Mark Thibodeau jerkyleboeuf at gmail.com
Sun Jan 4 20:55:03 CST 2015


PART ONE - I - First Paragraph



Okay, first of all, looking at the first paragraph taken as a solid whole,
is absolutely marvelous. So beautiful, so evocative, so lush and tactile.
It’s an incredible opening paragraph. It tells us so much about the
environment that we’re starting off in. “The sights, the sounds, the
smells” to paraphrase Spinal Tap. And capping it with a reminder that we’re
at the cusp of America’s birthing… that the departure of the British
Loyalists still rings in the heads of the people who will populate this
novel.



Shrinking our perspective even more, that first sentence. Again, it’s just
fantastic, ranking among my favorite first lines in all of literary
history. Much has already been made over the parallels between the
“Snow-Balls” and “their Arcs” being a gentle, even whimsical counterpoint
to the deadly serious rockets “screaming” across the skies of Gravity’s
Rainbow (another killer first line, perhaps more significant for its
brevity). The playful stuff of snowball fights and sleds, and sweet home
cooking and children running amok… it’s a far cry from the grim evacuations
of the London Blitz, when the world, itself, was “given over to” the
“carefree assaults” of fantastically over-powered madmen.

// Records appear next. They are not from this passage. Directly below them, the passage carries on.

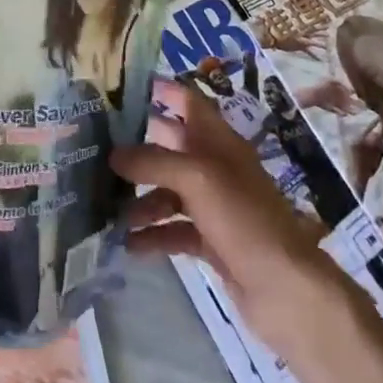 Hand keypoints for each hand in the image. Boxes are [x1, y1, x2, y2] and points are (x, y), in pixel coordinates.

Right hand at [112, 81, 357, 353]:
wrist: (289, 293)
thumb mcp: (198, 180)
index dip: (158, 90)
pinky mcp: (212, 242)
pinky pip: (174, 230)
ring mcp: (215, 207)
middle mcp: (216, 168)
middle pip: (170, 146)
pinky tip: (127, 244)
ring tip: (107, 208)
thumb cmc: (245, 221)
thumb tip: (112, 154)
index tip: (118, 88)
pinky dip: (152, 235)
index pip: (186, 102)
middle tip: (94, 149)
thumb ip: (154, 161)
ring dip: (140, 198)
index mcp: (219, 142)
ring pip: (168, 191)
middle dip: (136, 148) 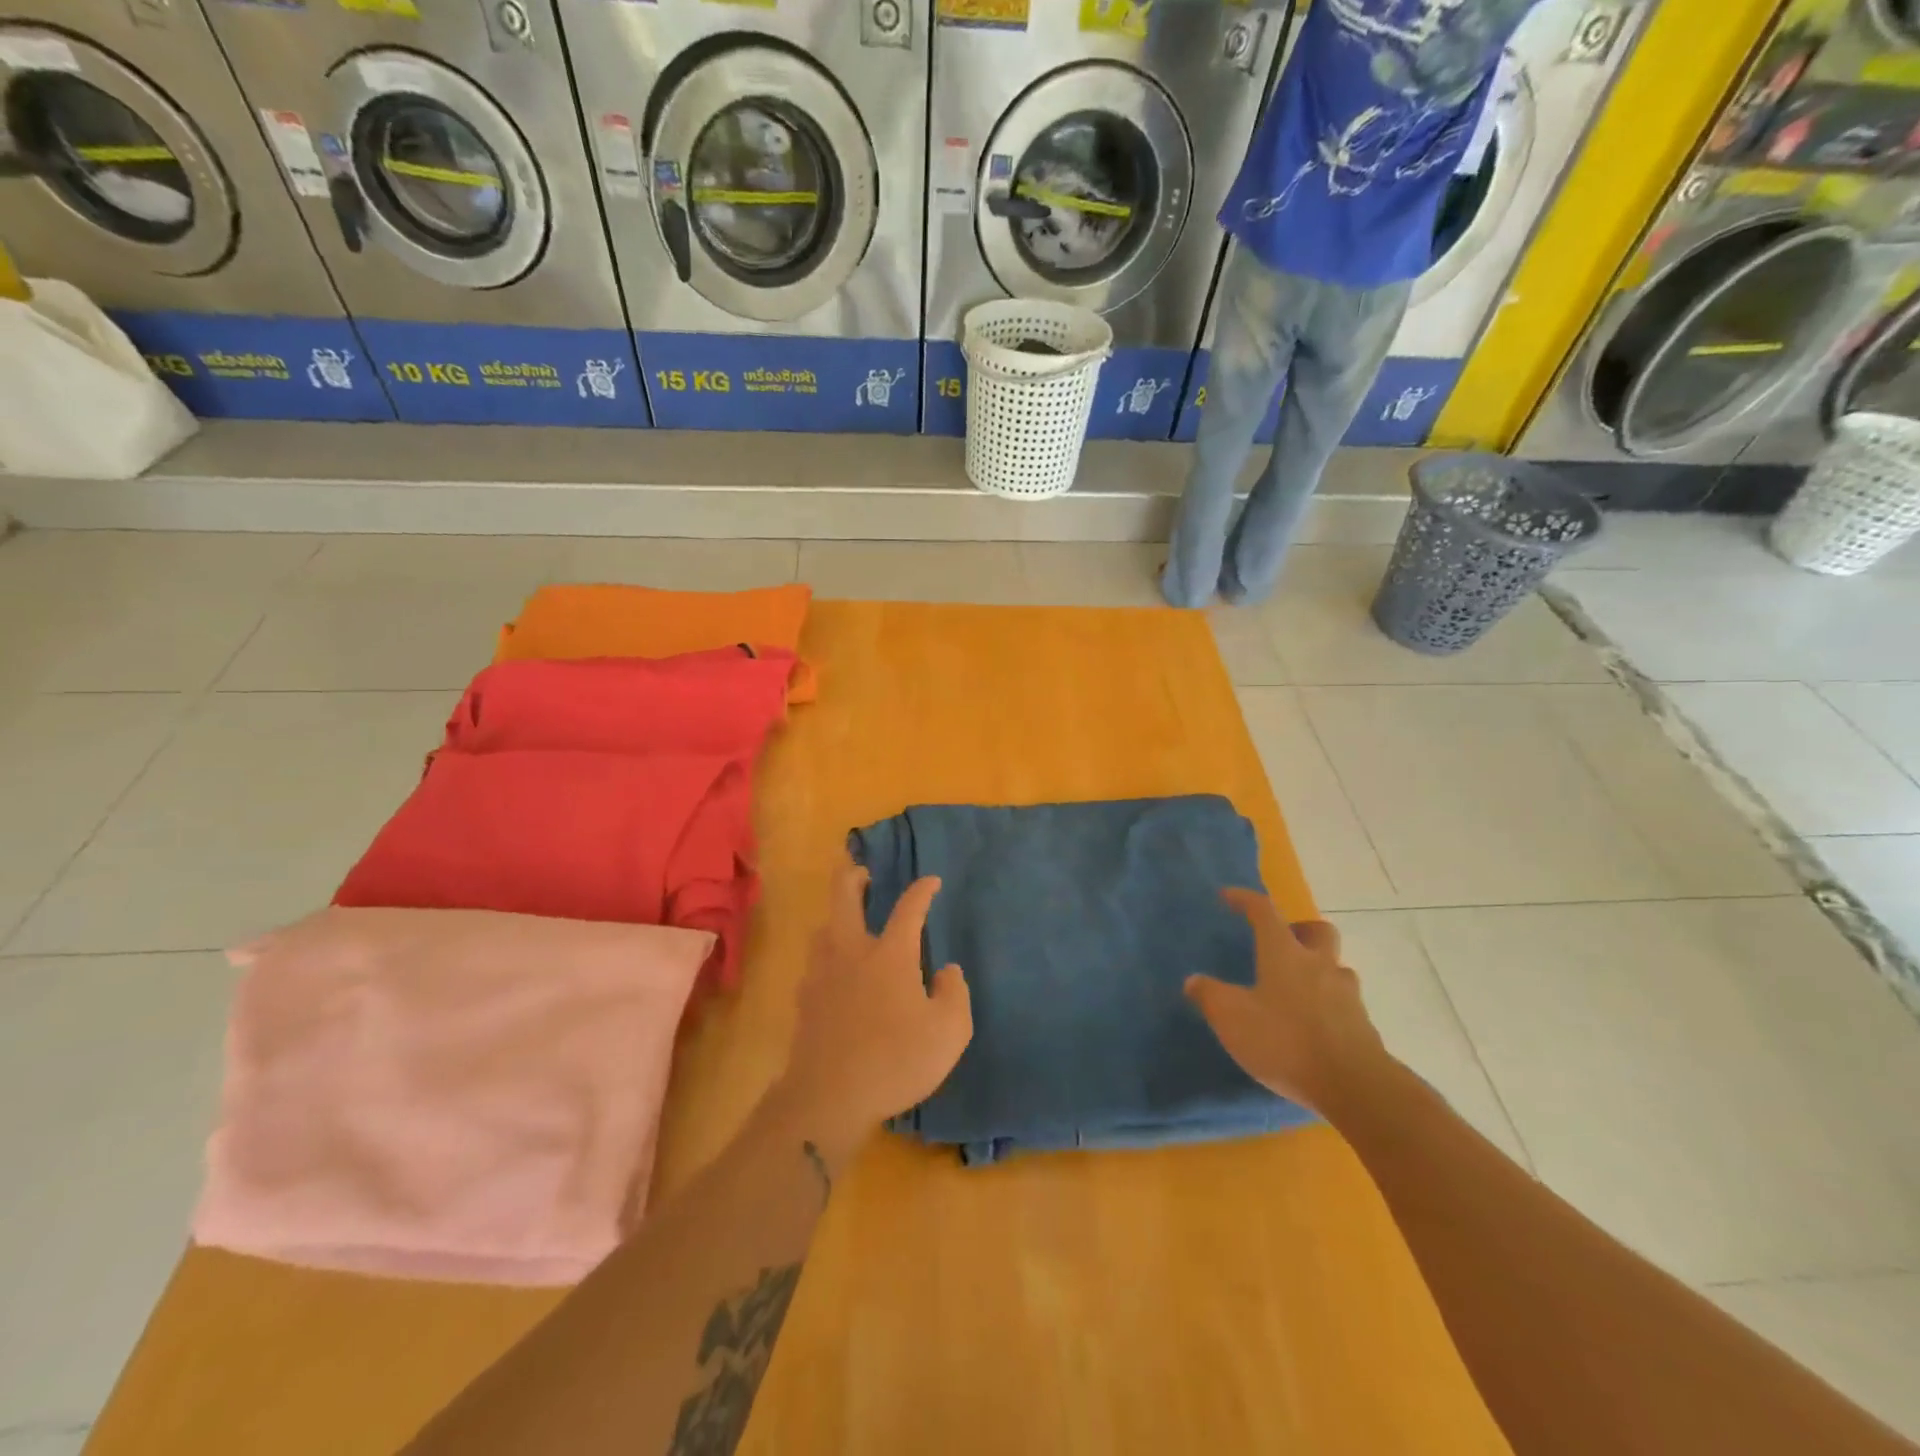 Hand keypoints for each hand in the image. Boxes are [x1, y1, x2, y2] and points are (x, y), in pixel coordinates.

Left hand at [779, 857, 972, 1157]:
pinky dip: (827, 956)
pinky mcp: (805, 1001)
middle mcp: (852, 952)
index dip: (922, 890)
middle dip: (852, 877)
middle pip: (843, 898)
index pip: (908, 909)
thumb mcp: (949, 1032)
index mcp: (890, 954)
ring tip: (849, 924)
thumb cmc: (896, 1060)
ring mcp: (822, 975)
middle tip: (861, 871)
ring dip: (836, 917)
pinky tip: (835, 974)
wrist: (828, 1098)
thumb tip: (948, 970)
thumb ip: (954, 994)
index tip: (931, 882)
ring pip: (823, 929)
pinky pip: (815, 964)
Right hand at [1184, 889, 1391, 1114]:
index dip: (1245, 899)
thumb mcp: (1231, 1018)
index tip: (1228, 897)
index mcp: (1285, 953)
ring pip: (1335, 967)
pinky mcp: (1363, 1026)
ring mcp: (1346, 994)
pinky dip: (1328, 1005)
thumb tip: (1194, 981)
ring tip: (1297, 990)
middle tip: (1281, 943)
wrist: (1354, 1086)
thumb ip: (1209, 995)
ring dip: (1318, 970)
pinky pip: (1344, 1003)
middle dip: (1299, 929)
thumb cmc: (1285, 1041)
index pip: (1264, 911)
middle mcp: (1319, 964)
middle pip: (1317, 931)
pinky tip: (1312, 1026)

But there’s one small section I’d like to focus on that has niggled at my
brain since first reading. The fragment: “among rhythmic slaps of Batter
and Spoon”. I don’t know about you folks, but personally, whenever I come
across the line “rhythmic slaps” in fiction, it’s usually as part of a
scene that is sexual in nature (“the rhythmic slaps of their bellies”,
etc). Spoon and Batter (both capitalized) are also both easy to see as
phallic (the Spoon, as opposed to the more probably whisk) and vulva-like
(the batter, presumably in a bowl or receptacle, long seen as a universal
symbol for the feminine archetype). Indeed, “Batter” itself has become a
bit of a euphemism for sperm (“baby batter”).


Anyhoo, just a couple thoughts to start things off.